Where in the records does the word "order" appear? Copy each line that holds it.

RECORDS TO USE ->
Segment Open

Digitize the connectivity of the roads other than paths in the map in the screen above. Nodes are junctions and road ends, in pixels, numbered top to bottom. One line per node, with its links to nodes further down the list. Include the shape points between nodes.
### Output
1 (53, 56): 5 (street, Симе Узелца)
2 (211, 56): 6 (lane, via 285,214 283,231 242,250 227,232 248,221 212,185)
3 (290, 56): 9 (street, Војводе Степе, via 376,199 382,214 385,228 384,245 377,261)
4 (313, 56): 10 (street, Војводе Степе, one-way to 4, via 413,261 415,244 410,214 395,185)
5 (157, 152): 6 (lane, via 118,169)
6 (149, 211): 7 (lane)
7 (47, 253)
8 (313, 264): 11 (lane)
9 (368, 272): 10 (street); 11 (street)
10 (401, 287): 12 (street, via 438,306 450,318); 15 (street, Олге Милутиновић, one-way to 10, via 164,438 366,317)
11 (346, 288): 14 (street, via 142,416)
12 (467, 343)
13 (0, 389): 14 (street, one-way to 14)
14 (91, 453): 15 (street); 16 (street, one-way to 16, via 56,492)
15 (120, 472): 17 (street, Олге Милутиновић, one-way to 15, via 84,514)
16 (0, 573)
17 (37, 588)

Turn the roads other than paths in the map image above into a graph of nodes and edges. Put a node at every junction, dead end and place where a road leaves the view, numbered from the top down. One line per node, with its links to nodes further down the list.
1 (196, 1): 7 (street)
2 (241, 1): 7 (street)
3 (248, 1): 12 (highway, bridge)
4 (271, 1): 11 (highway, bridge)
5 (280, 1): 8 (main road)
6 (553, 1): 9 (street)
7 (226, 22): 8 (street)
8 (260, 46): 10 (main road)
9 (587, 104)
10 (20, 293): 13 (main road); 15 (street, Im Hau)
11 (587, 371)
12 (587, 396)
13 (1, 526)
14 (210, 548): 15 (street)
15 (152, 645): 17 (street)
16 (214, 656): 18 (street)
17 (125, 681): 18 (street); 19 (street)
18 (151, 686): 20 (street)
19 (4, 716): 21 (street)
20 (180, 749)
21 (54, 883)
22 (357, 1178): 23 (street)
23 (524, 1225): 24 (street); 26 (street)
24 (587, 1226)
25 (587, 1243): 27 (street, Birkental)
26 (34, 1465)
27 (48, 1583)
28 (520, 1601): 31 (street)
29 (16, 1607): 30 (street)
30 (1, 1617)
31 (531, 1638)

Segment Closed
Segment Open

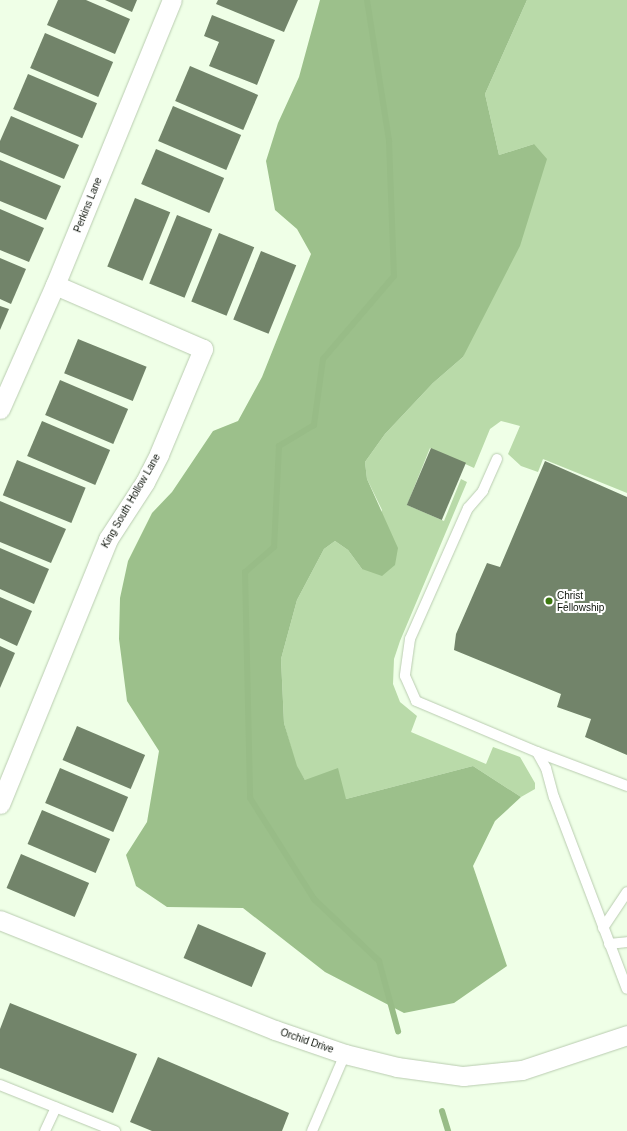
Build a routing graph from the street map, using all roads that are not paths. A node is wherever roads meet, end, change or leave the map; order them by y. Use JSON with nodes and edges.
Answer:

Segment Closed
Segment Open

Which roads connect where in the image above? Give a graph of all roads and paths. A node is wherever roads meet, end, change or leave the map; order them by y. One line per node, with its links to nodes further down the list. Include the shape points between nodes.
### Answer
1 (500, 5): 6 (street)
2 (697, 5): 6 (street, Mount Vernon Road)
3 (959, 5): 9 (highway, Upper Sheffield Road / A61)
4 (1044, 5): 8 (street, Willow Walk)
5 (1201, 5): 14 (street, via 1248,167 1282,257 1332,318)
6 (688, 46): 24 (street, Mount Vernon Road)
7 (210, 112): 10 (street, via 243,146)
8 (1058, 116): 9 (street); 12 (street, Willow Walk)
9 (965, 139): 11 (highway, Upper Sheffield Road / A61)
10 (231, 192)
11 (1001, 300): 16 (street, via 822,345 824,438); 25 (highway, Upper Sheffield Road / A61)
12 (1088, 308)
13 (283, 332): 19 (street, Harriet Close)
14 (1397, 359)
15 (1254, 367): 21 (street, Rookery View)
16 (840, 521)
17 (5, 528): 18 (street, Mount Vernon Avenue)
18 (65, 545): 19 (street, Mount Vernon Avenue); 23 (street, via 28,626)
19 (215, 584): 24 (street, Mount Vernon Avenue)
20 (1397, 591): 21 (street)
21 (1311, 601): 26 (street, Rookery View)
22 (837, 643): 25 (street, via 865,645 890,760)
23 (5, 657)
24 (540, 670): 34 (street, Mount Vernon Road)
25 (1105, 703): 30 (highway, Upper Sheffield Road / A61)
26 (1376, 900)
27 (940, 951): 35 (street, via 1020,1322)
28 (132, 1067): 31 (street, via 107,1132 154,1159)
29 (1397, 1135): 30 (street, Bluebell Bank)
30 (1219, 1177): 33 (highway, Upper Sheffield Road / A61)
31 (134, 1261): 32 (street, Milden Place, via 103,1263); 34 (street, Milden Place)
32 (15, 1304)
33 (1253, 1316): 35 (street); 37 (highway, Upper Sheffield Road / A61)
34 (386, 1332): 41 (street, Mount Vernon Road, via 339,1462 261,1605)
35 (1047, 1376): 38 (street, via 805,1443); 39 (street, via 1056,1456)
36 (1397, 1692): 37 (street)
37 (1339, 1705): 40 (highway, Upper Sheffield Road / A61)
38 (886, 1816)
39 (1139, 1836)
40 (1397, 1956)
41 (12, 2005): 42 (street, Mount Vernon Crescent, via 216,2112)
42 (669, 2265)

Segment Closed

EXERCISE OUTPUT ->
Build a routing graph from the street map, using all roads that are not paths. A node is wherever roads meet, end, change or leave the map; order them by y. Use JSON with nodes and edges.
Which roads connect where in the image above? Give a graph of all roads and paths. A node is wherever roads meet, end, change or leave the map; order them by y. One line per node, with its links to nodes further down the list. Include the shape points between nodes.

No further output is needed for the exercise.